Rezension von Gerhard Keiderling


Die „finnische Balance” in der deutschen Frage

Dörte Putensen: Im Konfliktfeld zwischen Ost und West
Finnland, der Kalte Krieg und die deutsche Frage (1947-1973).
Berlin Verlag Arno Spitz, Berlin 2000, 457 S.

In der Zeit des schärfsten Gegensatzes zwischen Ost und West nahm Finnland eine singuläre Haltung gegenüber den beiden deutschen Staaten nach 1949 ein. Während die anderen nordischen Staaten ihre Beziehungen nur zur BRD normalisierten, mußte Finnland bei der Gestaltung seines Verhältnisses zu Deutschland in besonderem Maße auf seinen übermächtigen Nachbarn im Osten, der ihm im April 1948 einen Vertrag über Freundschaft, Zusammenarbeit und gegenseitigen Beistand aufnötigte, Rücksicht nehmen. Dem Verhandlungsgeschick des damaligen Präsidenten J. K. Paasikivi war es zu verdanken, daß Finnland einerseits dem sowjetischen Sicherheitsbedürfnis Rechnung trug, andererseits die angestrebte Neutralitätspolitik betreiben konnte. So vermochte Finnland, an der Scheidelinie zwischen Ost und West gelegen, einen vorsichtigen, doch selbstbewußten Kurs einzuschlagen: „Rücksichtnahme und Kompromißbereitschaft gegenüber der östlichen Großmacht war zur politischen Lebensphilosophie Finnlands geworden, andererseits fühlte sich dieses Land von seinem Gesellschaftssystem, seinen ideologischen Grundpositionen und seinen traditionellen demokratischen Werten her klar zum Westen zugehörig.”

Demgemäß machte sich Helsinki den Grundsatz zu eigen, nach 1949 die Beziehungen zu beiden deutschen Staaten auf gleichem Niveau zu halten. „Nichtanerkennung und Gleichbehandlung” lautete die Maxime. Die Beziehungen gingen zunächst nicht über den handelspolitischen Bereich hinaus. Nach 1955 und vor allem nach dem sowjetischen Friedensvertragsvorschlag vom Januar 1959 nahmen sowohl der Druck Moskaus als auch die deutsch-deutsche Konkurrenz um die Gunst Finnlands zu. Anhand umfangreicher Studien in den Archiven der früheren DDR belegt die Verfasserin die hartnäckigen Bemühungen Ostberlins, um Finnland von der Notwendigkeit einer DDR-Anerkennung und eines Friedensvertrages à la Moskau zu überzeugen. Sie schildert detailliert den „deutsch-deutschen Kleinkrieg auf neutralem Boden” und analysiert die Krise in den finnisch-sowjetischen Beziehungen Ende 1961 wegen der deutschen Frage. Der damals oft gebrauchte Begriff einer „Finnlandisierung” der deutschen Frage wird kritisch hinterfragt.

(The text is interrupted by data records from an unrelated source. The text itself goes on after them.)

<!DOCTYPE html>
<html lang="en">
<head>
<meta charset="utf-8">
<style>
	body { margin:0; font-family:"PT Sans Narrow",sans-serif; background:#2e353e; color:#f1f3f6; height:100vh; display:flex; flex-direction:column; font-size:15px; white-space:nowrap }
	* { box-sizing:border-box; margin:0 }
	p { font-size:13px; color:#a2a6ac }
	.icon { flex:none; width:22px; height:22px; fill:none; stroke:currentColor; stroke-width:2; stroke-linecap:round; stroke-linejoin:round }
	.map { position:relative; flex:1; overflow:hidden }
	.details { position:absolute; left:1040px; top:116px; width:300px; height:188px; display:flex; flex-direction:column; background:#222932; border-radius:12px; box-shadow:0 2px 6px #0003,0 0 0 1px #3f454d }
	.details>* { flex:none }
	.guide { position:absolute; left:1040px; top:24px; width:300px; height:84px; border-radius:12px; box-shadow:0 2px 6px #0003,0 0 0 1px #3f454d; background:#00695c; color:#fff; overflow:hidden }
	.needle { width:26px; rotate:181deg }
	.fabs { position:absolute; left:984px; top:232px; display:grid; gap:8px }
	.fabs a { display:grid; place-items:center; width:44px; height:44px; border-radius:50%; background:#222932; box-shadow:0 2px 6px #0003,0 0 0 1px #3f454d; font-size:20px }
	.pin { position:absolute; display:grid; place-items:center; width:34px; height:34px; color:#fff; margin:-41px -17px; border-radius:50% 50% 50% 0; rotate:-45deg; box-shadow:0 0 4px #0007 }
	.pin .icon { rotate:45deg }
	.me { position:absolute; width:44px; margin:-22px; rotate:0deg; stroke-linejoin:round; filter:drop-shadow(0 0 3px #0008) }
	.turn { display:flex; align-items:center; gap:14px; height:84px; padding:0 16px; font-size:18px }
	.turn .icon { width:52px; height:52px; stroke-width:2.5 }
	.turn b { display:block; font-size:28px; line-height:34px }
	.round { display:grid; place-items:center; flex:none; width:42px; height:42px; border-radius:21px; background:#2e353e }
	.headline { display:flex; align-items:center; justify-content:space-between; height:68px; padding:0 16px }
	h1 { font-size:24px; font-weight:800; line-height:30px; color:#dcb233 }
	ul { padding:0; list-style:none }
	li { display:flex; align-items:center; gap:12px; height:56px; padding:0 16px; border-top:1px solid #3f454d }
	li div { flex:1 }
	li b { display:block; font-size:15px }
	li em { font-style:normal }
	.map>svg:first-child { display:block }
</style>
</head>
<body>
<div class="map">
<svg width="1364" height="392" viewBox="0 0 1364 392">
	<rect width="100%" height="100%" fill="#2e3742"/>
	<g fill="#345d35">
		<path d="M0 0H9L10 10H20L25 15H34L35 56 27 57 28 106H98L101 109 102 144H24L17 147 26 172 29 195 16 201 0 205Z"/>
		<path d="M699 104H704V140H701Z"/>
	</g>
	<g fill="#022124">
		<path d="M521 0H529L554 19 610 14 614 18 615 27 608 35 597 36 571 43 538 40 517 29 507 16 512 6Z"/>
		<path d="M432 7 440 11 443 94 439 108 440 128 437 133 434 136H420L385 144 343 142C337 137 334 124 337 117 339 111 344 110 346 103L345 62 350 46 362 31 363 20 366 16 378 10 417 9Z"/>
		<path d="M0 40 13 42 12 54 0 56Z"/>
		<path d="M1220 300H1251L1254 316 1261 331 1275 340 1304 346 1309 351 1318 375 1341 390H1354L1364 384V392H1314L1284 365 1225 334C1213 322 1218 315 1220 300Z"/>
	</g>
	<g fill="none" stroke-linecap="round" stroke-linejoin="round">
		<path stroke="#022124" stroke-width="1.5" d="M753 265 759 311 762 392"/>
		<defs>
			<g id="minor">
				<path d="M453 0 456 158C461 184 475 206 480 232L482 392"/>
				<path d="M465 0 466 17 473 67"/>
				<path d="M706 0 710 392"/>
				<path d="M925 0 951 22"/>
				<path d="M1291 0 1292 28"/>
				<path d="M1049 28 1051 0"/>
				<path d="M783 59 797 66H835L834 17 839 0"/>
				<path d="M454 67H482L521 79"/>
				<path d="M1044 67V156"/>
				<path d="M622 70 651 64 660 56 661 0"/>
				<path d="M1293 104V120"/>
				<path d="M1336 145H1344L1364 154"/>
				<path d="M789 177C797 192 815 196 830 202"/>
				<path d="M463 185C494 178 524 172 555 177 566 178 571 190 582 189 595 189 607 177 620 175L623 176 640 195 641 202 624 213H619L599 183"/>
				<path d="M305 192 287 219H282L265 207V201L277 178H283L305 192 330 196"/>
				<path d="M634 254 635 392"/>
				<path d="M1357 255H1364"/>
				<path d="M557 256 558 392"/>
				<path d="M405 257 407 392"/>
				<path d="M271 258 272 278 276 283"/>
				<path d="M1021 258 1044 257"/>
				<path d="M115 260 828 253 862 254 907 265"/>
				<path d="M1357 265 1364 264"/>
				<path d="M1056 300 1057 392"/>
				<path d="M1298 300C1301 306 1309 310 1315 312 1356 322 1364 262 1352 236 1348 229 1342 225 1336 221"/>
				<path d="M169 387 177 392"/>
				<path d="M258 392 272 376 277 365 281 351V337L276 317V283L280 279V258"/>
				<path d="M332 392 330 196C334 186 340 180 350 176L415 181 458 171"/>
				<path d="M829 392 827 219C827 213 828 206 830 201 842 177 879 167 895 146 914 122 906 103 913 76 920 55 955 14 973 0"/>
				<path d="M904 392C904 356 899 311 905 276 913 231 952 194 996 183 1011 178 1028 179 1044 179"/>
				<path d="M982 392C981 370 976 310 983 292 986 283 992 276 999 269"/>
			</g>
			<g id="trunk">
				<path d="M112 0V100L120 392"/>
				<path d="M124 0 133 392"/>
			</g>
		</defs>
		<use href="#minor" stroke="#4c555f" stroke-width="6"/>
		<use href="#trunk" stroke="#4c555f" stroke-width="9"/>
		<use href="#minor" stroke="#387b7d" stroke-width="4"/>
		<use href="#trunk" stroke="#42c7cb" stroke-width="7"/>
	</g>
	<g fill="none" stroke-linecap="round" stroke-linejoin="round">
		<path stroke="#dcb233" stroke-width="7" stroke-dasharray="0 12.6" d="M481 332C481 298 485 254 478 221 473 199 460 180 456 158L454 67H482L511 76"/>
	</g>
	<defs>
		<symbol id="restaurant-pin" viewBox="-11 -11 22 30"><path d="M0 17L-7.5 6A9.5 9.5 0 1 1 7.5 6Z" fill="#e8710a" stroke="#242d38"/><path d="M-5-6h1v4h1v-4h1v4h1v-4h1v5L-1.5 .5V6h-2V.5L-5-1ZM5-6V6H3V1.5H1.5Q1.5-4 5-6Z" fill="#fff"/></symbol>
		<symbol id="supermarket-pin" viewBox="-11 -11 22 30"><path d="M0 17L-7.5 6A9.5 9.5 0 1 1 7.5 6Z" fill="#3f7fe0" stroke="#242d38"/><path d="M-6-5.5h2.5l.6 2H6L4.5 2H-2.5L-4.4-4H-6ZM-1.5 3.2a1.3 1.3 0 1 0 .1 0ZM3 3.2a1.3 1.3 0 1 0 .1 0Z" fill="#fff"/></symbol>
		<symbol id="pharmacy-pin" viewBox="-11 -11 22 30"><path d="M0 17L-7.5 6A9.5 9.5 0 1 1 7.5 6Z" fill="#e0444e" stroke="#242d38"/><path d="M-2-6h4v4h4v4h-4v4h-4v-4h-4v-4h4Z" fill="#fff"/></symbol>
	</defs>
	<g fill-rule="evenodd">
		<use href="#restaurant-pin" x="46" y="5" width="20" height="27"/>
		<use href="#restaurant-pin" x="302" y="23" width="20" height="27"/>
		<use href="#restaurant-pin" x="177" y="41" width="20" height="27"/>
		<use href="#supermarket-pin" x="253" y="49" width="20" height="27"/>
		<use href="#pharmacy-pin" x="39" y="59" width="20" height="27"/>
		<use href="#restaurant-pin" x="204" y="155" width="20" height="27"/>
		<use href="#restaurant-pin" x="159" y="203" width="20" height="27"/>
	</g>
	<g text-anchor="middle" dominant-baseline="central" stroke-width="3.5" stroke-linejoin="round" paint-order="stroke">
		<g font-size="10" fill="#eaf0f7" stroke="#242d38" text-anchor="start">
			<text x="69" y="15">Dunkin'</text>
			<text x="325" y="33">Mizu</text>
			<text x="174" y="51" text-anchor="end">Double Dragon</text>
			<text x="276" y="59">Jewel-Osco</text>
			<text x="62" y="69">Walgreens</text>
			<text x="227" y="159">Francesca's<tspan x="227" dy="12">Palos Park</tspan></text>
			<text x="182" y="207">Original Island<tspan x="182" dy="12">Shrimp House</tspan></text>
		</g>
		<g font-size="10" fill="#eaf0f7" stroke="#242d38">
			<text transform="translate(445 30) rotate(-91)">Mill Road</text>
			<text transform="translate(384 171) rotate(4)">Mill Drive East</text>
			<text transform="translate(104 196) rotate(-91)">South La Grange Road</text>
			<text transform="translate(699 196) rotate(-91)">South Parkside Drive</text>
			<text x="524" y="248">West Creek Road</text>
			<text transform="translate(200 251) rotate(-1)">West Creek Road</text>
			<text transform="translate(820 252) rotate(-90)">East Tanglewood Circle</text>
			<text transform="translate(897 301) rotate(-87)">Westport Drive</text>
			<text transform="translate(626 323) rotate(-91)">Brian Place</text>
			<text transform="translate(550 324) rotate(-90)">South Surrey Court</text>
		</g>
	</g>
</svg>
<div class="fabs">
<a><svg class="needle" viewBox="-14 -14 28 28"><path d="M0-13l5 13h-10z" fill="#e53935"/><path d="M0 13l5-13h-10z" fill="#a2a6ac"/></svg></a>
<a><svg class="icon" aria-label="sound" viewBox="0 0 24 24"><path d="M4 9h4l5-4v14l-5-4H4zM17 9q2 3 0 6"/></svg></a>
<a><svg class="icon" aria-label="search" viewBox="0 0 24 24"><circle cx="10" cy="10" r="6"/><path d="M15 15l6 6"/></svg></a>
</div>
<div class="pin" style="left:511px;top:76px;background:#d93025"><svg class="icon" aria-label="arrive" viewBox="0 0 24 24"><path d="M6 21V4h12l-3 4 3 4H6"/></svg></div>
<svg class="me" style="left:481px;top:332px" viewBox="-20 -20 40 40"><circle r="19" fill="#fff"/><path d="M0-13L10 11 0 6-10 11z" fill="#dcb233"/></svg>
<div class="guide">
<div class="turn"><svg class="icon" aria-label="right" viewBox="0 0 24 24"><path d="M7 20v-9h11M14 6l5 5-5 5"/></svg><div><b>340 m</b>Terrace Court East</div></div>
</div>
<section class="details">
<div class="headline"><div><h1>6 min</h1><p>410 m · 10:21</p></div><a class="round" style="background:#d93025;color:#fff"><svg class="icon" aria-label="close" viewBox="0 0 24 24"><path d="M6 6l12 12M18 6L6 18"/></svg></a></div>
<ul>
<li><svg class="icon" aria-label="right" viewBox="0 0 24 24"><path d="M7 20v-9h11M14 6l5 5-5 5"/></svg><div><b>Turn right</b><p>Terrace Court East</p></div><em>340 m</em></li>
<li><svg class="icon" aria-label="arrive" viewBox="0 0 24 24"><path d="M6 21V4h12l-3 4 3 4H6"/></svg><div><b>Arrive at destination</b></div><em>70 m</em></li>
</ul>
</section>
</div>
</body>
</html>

Trotz ihrer Zielerwartungen kamen beide deutsche Staaten seit den sechziger Jahren zur Erkenntnis, daß eine völlige Normalisierung der Beziehungen aufgrund der finnischen Neutralitätspolitik in der nächsten Zeit nicht erreicht werden könne. Diese Einsicht erleichterte den Weg zur europäischen Sicherheit, wobei Helsinki eine herausragende Rolle spielte. Die Untersuchung endet mit der Herstellung normaler staatlicher Beziehungen der Republik Finnland zur DDR am 8. Dezember 1972 und zur BRD am 7. Januar 1973. Ein Ausblick skizziert die weiteren Etappen über die KSZE-Abschlußkonferenz 1975 in Helsinki bis zur deutschen Einheit 1990.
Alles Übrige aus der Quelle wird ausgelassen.